«Androcentrismo: consiste nel considerare l’uomo (inteso come maschio) come misura di tutte le cose», definizione tratta dalla Guida per la formazione tecnica e politica per le donne (Comune di Torino, Formación y capacitación política para mujeres electas, URB-AL Red n12 “Mujer y Ciudad”, Finanziato dalla Comunità Europea, 2006, p. 69). Fino a non molto tempo fa i filosofi, credendo di parlare a nome di tutti sotto la falsa riga dell’umanità, parlavano in realtà unicamente nel loro nome, e non parlavano né riflettevano il punto di vista delle donne. Dunque, le presunte verità universali dei filosofi riguardavano unicamente una visione maschile. Questa sconvolgente e rivoluzionaria critica è uno dei grandi contributi del pensiero femminista. Quando studiamo la produzione dell’umanità (testi, dipinti, opere materiali, concetti…), per una migliore comprensione adoperiamo l’analisi. L’analisi permette di intendere più in profondità il messaggio, mediante la scomposizione dell’oggetto di studio nei suoi elementi costitutivi e nei rapporti che tra questi si determinano. In questo modo si colgono i legami del pensiero dell’autore, con la tradizione e con il contesto storico. Individuare il contesto storico e culturale nel quale si è mosso l’autore, eventuali influenze e riferimenti ad altri autori e produzioni della stessa epoca, differenze e analogie, la “contestualizzazione” insomma, è un elemento rilevante dell’analisi. Tutti gli autori sono immersi in un specifico contesto storico e culturale, tutte le opere nascono influenzate da questo contesto e possono essere pienamente comprese soltanto se inserite all’interno di questo contesto. La produzione quindi è “contaminata” dal tempo nel quale viene prodotta.
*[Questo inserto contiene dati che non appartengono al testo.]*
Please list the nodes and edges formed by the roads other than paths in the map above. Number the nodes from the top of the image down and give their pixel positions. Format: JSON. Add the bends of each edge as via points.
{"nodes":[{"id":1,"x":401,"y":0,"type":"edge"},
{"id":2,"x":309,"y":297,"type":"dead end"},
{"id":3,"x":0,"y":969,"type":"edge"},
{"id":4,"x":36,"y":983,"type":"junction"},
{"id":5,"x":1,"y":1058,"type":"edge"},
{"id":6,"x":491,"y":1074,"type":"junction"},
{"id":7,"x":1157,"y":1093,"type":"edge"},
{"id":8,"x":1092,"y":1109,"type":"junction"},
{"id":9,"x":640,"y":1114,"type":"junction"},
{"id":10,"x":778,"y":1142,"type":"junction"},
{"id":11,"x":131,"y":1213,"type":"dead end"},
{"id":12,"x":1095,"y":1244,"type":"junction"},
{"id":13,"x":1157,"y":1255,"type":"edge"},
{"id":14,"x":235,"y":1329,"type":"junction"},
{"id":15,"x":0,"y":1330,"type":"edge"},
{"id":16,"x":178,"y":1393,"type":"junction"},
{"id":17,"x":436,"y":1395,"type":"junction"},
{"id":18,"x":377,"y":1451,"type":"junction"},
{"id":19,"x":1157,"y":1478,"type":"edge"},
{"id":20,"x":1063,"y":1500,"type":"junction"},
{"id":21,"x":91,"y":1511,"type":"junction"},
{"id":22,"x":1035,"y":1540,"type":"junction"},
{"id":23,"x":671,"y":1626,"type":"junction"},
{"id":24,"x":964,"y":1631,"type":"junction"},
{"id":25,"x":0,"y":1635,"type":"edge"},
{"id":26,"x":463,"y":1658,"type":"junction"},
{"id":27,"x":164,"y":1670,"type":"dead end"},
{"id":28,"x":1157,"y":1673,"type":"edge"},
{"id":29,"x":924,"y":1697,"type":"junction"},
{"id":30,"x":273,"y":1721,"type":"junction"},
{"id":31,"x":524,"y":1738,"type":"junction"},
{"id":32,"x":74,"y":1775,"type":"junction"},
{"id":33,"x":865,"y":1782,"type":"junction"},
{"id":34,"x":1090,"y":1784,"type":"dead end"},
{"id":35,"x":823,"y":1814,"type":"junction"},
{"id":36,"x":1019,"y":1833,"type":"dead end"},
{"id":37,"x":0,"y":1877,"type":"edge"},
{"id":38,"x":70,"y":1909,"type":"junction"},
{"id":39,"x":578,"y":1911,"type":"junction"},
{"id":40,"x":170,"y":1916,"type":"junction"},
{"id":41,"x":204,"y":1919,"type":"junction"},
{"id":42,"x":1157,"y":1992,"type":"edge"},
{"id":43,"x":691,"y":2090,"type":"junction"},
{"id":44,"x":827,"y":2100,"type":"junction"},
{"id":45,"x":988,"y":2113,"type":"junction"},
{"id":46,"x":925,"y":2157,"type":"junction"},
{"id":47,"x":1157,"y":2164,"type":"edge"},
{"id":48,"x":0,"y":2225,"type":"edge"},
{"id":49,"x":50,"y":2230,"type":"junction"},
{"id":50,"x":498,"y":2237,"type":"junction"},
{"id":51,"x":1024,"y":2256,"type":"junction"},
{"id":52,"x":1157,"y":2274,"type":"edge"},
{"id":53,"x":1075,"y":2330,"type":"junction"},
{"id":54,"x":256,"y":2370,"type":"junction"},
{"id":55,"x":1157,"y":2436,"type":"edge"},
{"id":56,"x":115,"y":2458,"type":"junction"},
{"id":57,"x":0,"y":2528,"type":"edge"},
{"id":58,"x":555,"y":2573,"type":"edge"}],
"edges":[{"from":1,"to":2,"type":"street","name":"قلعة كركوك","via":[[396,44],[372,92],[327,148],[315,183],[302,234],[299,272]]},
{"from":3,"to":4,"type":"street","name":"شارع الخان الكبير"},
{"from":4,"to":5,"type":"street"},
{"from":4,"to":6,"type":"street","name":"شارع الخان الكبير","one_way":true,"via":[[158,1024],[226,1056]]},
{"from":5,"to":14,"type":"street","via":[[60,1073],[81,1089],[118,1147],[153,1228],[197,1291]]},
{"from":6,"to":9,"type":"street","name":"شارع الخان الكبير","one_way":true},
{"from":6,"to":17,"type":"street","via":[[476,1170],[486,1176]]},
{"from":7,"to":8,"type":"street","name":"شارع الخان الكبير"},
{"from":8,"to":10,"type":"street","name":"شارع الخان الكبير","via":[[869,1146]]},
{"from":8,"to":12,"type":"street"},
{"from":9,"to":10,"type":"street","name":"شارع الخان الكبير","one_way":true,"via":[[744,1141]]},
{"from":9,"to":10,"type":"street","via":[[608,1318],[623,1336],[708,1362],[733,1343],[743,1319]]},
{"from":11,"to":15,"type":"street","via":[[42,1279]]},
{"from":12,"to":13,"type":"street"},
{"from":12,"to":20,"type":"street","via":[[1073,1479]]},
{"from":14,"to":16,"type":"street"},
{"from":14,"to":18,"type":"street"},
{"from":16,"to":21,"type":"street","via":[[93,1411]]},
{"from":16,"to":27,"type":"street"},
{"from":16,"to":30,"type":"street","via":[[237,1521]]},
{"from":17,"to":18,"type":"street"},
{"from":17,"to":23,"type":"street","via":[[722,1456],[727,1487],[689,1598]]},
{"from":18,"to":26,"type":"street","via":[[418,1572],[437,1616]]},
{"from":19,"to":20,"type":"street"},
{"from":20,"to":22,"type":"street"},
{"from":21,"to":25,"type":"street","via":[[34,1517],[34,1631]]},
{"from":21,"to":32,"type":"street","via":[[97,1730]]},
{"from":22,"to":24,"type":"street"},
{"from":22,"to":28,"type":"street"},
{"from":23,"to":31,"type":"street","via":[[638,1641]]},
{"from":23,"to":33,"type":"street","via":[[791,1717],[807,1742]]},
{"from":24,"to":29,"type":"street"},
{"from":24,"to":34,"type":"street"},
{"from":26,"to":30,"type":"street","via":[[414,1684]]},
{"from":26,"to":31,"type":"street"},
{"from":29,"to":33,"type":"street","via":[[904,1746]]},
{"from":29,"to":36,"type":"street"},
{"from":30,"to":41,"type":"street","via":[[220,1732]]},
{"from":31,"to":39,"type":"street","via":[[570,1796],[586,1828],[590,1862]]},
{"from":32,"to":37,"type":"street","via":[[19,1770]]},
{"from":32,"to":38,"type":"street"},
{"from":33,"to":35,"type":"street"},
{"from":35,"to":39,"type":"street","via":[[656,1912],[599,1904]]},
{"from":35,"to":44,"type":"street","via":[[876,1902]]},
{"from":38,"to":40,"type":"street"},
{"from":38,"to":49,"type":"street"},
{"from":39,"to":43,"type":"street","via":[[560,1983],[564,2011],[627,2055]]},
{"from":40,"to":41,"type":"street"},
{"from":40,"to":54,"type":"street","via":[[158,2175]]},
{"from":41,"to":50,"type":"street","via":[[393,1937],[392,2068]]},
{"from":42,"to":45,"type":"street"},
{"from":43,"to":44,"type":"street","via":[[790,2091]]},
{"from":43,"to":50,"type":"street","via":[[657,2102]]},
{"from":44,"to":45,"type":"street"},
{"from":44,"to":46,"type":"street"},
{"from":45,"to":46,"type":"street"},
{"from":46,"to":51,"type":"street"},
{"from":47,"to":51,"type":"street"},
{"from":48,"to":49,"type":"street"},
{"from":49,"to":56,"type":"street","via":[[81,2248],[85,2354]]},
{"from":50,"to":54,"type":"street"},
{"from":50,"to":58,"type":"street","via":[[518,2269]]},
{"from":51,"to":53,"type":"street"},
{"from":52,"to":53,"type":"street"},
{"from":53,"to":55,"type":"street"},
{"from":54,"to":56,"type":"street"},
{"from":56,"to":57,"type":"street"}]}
La nazionalità, la religione, il ceto sociale, l’epoca vissuta, sono tutti elementi che hanno influenzato l’opera e ci fanno decifrare il messaggio in maniera più accurata. In questo modo però, poiché il messaggio risulta contaminato dal contesto, vengono relativizzate le intenzioni dell’autore di proporre verità universalmente condivisibili. In altre parole, in genere la produzione cristiana produce produzione cristiana, la produzione musulmana produce produzione musulmana, la produzione rinascimentale produce produzione rinascimentale, la produzione borghese produce produzione borghese, e così via. Se Aristotele giustifica l’istituzione della schiavitù lo fa perché è immerso in una società schiavista. Ad un certo punto, il femminismo ha introdotto un altro elemento di importanza, a dir loro, fondamentale: il sesso. Agli elementi previamente elencati, che servivano ad analizzare correttamente l’opera dell’umanità ed eliminarla dei pregiudizi culturali e storici, è stato aggiunto in maniera preponderante il sesso dell’autore, allo scopo di eliminare dalla produzione i pregiudizi misogini e/o patriarcali: la produzione maschile produce produzione maschile. Lungo tutta la Storia l’uomo, spesso inconsapevolmente, avrebbe spacciato per universale una produzione che in realtà risultava essere solo maschile, contaminata da gravi pregiudizi maschili. Inevitabilmente, per default, poiché l’umanità ha vissuto sempre in un Patriarcato, tutta la produzione prodotta dall’umanità arrivata fino a noi (testi, idee, dipinti, opere materiali…), in special modo quella prodotta dagli uomini, che comprende la maggior parte della produzione universale, è viziata da questo difetto, contaminata da una visione androcentrica. «L’androcentrismo è ovunque».

Androcentrismo e pregiudizi.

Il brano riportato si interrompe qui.